### Task item
Find the lines of data that contain the string "hand", then list them.

### Data
---*---

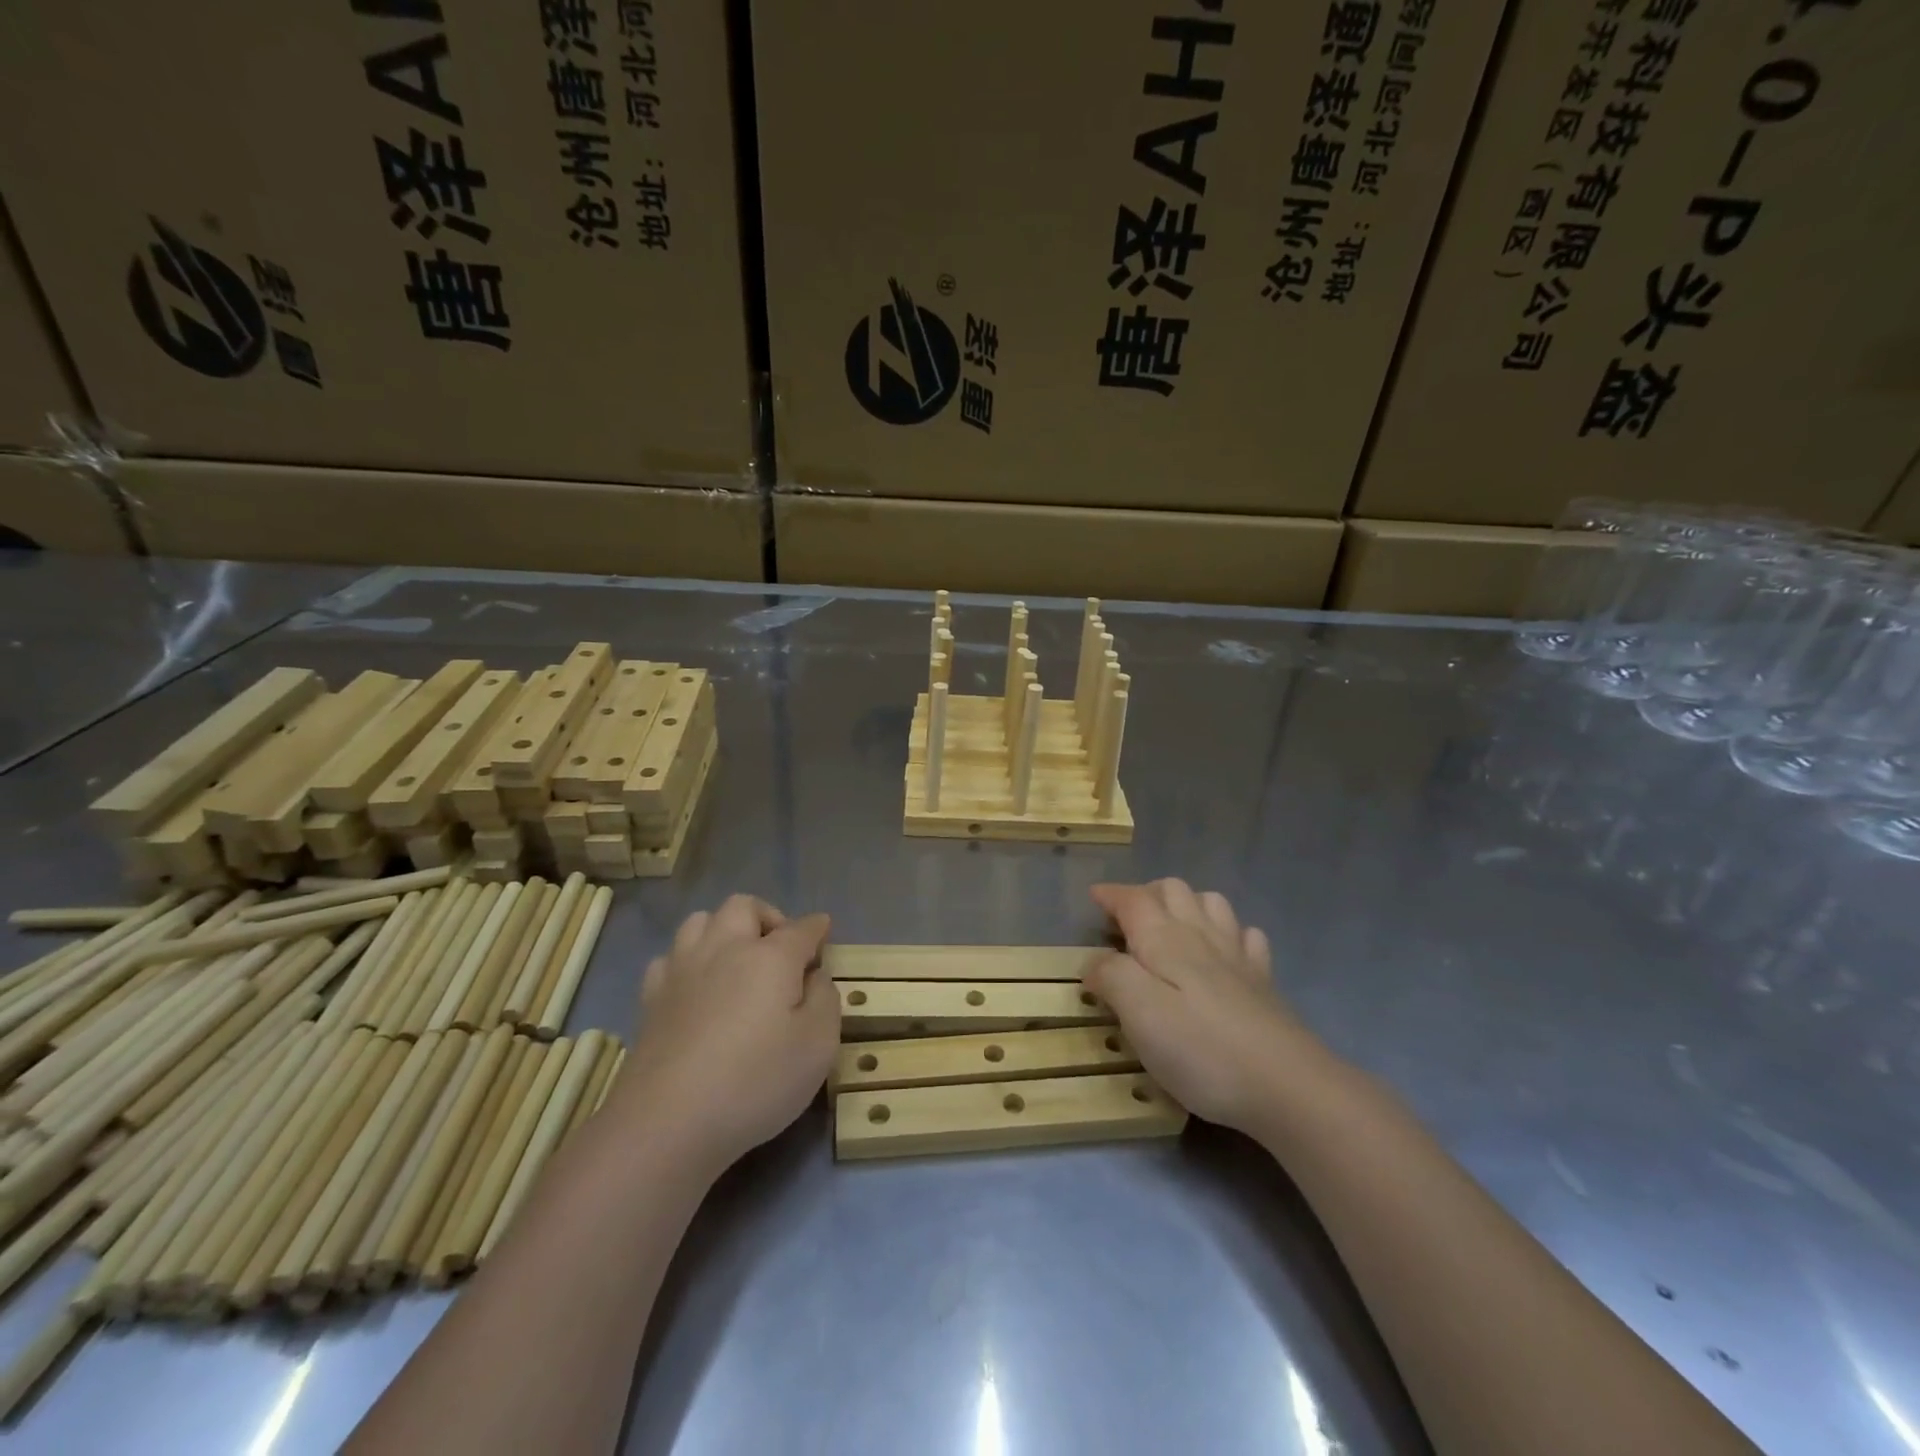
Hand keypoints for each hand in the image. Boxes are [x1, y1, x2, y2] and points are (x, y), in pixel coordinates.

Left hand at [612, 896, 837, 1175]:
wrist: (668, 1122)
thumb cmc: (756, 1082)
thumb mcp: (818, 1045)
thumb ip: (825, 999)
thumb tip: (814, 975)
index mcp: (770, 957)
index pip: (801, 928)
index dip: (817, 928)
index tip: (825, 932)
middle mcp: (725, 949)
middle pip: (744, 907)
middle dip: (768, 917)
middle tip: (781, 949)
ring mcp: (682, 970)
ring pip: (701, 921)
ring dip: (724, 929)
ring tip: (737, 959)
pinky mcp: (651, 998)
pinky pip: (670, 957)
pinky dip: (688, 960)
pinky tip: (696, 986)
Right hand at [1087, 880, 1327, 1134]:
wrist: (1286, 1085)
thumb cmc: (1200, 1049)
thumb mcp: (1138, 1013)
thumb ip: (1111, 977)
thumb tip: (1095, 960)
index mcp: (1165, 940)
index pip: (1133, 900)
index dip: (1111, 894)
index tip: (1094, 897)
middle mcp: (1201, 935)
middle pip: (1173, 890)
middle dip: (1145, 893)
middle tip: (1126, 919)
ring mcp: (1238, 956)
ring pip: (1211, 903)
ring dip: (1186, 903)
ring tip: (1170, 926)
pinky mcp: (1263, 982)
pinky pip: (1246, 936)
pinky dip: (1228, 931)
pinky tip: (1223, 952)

---*---

### Written response
Hand keypoints for each hand in the image. Boxes are [x1, y1, x2, y2] and points are (x, y), in pixel coordinates.
Left hand at [612, 896, 837, 1175]:
Right hand at [1087, 880, 1327, 1134]:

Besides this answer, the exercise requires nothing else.